In the context of students coping with addiction while still facing the party pressures of college life, Winningham is worried students don’t have the support they need to seek recovery help.
“It’s about having people around you who are walking down the same path you’re walking on,” Winningham said. “That support is still there, but having Zoom calls doesn’t feel like the same kind of a safe space. It’s definitely harder.”
Earlier this year, Lisa Carlson, immediate past president of the American Public Health Association, spoke in an interview with CNN about the immense number of traumas students witnessed play out during the pandemic.
Students lost jobs, career-forming internships, time to grow and explore; at their worst, students lost people they loved. And even after society reaches a post-pandemic world, experts like Carlson are worried about the lasting impacts of isolation and trauma students experienced.
“We don’t have a vaccine for our mental health like we do for our physical health,” Carlson said in the interview. “It will take longer to come out of those challenges.”
But among all that students have lost and are being forced to cope with unsupported, there may be a silver lining.
Unlike the rapid response most of the world has undertaken to resolve COVID-19, the mental health crisis has long been an ignored public health issue, even despite years of calls from impacted communities and behavioral health workers to explore and help combat rising rates of depression, anxiety and suicide.
Now, with suicide prevention and crisis lines across the country seeing jumps in activity during the pandemic, and families from across the spectrum of culture and geography in mourning, the pandemic might have been the push needed to shift the stigma and make mental health care a priority.
“We’ve seen a lot of students join the club,” Jessica Sherwood, president of Active Minds at CSU said, whose goal is to raise awareness of student mental health and suicide on college campuses.
“Underclassmen aren’t finding community,” Sherwood said. “They want to help.”

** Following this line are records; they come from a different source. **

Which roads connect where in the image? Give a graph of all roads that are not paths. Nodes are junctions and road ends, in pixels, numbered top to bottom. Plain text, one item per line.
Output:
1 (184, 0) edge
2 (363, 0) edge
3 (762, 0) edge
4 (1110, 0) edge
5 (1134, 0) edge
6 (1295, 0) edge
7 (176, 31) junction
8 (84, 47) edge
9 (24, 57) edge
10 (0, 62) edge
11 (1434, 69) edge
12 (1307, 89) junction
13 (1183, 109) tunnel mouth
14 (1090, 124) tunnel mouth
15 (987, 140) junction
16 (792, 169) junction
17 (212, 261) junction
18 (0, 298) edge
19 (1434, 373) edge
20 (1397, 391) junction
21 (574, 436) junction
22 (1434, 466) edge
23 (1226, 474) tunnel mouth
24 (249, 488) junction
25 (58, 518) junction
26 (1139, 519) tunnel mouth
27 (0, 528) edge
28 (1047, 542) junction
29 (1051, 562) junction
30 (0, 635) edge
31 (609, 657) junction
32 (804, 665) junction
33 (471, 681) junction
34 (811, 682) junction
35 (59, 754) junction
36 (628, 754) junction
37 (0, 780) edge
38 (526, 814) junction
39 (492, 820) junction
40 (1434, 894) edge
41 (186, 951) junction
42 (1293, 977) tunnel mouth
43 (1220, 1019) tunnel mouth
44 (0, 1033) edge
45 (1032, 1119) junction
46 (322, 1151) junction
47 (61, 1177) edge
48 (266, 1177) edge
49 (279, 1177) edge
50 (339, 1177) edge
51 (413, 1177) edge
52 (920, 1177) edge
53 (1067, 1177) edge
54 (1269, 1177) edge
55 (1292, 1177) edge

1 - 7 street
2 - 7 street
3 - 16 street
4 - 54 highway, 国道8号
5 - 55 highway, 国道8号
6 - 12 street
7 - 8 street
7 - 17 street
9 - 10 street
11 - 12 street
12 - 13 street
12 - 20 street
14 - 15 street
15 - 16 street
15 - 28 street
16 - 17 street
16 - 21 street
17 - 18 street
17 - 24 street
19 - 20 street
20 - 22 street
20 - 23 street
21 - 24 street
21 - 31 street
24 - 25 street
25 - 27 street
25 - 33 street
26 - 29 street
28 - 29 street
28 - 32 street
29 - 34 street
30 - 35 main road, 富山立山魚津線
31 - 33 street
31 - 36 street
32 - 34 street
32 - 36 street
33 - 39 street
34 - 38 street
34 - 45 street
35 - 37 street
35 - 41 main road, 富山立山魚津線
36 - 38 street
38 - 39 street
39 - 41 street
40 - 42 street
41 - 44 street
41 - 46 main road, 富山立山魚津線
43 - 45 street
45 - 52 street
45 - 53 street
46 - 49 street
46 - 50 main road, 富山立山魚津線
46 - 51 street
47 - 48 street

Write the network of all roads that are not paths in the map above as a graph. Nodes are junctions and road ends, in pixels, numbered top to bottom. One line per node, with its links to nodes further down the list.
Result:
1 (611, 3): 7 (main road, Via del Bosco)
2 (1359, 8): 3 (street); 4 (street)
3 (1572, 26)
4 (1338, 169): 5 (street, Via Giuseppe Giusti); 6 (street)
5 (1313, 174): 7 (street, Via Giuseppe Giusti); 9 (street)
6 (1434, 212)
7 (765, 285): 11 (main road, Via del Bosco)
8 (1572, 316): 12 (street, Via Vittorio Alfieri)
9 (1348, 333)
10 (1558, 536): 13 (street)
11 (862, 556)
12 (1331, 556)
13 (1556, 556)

Lee thinks this might be the turning point her, and the work of many others in suicide prevention, has been about. Lee said the one justice COVID-19 has done is create open conversation about mental health and its importance.
“Hopefully COVID(-19) will go away, but mental health doesn’t,” Lee said. “It’s normalized not being okay, and it’s horrible it took this much to reach that point. But it’s huge. We’ve never gotten there. I think that’s kind of incredible.”